DO DIÁRIO — Entre janeiro e a última sexta-feira (15), dez crianças foram registradas em Olímpia apenas com o nome da mãe na certidão de nascimento. Nesse período, nasceram 425 novos olimpienses, o que significa que 2,3% ficaram sem o nome paterno no documento. No ano passado, o município contabilizou 648 registros de nascimento, dos quais 38 sem a presença do pai (5,9%).

Por outro lado, de janeiro até agora, 13 crianças tiveram o reconhecimento da paternidade.

O fenômeno se repete em outras cidades do interior paulista. De janeiro a julho, quase 600 crianças nasceram em cinco municípios da região sem o reconhecimento paterno.

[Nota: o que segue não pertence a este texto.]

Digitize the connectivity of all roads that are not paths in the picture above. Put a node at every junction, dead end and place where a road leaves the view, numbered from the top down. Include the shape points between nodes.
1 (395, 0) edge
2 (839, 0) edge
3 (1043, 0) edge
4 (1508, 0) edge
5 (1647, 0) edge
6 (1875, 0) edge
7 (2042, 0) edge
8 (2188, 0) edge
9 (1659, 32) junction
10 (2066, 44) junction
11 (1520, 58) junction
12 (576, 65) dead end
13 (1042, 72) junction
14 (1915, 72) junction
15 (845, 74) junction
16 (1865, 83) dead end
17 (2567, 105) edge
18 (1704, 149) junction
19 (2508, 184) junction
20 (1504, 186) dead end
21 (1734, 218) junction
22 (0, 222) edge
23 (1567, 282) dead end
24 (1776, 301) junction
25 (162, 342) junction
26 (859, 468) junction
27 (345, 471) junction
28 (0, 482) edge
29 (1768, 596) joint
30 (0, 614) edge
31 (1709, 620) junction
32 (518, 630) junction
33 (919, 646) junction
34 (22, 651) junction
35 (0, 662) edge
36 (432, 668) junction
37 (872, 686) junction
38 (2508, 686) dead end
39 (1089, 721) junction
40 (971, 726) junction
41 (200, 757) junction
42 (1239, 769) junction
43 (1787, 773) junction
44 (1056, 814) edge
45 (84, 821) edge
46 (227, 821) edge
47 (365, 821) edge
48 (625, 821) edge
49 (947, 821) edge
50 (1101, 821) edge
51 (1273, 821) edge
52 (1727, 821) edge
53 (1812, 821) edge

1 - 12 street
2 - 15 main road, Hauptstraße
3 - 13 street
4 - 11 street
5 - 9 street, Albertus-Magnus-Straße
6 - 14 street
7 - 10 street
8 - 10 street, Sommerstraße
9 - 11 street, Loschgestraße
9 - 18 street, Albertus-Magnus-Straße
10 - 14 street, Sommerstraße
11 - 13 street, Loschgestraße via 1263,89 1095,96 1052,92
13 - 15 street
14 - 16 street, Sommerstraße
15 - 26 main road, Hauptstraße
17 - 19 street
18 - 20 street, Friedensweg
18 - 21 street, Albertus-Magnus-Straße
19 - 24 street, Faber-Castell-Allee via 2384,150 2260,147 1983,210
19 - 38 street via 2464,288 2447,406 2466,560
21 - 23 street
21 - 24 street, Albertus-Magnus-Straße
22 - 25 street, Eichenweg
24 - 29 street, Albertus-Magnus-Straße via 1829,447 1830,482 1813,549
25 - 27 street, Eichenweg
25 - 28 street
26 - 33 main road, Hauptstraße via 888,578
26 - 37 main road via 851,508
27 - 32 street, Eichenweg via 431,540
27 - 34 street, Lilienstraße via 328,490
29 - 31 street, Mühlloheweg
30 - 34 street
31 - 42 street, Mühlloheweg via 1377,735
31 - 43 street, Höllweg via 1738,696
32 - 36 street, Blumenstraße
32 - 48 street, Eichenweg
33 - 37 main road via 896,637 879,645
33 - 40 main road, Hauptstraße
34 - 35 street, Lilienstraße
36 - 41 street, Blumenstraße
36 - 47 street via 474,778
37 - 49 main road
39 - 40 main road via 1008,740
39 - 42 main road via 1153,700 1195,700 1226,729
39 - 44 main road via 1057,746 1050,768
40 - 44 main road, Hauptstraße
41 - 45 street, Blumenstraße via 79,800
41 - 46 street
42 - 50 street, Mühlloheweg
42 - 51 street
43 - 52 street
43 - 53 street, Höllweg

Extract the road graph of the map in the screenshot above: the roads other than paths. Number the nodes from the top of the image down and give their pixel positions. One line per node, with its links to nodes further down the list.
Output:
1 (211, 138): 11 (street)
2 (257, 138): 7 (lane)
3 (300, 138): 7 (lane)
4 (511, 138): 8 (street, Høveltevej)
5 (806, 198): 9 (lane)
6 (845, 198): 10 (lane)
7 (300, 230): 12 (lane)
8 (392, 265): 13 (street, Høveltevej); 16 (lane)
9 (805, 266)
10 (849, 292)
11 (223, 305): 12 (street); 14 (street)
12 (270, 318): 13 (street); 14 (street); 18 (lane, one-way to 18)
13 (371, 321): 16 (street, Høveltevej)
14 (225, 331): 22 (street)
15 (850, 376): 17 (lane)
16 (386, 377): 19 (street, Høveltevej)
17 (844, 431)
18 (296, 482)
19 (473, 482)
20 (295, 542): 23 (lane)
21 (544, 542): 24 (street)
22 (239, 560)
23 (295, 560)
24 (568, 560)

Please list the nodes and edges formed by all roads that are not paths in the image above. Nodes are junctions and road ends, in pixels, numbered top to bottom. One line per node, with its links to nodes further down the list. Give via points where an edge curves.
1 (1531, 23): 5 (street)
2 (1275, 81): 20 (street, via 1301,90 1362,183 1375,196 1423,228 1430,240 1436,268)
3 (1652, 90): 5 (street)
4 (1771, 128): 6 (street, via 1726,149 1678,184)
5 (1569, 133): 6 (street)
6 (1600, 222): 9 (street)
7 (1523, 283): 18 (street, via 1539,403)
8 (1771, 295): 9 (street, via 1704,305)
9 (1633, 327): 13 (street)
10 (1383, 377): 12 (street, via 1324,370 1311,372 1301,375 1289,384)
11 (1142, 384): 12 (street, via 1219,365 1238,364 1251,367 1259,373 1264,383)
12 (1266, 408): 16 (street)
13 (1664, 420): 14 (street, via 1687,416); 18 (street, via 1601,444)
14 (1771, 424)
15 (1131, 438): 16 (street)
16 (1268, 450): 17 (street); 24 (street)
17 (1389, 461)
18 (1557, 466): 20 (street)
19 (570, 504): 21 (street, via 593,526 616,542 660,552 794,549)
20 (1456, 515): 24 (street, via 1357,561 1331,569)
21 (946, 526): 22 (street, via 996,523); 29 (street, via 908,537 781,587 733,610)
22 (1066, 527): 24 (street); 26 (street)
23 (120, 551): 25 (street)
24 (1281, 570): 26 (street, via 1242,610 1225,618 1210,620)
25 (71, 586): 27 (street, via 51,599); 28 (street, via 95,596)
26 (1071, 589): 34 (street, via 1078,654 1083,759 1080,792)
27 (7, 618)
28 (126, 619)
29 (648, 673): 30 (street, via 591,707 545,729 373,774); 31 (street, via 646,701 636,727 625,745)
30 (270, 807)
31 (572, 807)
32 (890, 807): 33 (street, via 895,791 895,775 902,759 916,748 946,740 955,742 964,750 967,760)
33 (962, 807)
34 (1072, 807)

Em âmbito nacional, os números são ainda mais expressivos. Segundo o Portal da Transparência da Arpen (Associação Nacional dos Registradores de Pessoas Naturais), 158.931 crianças foram registradas sem o nome do pai na certidão de nascimento em 2024. No estado de São Paulo, o número já alcança 27.384 registros.

Importância do reconhecimento

A Defensoria Pública de São Paulo destaca que o reconhecimento de paternidade é fundamental para garantir direitos básicos das crianças. Entre eles estão acesso à herança, benefícios previdenciários, além do direito à identidade e ao vínculo familiar.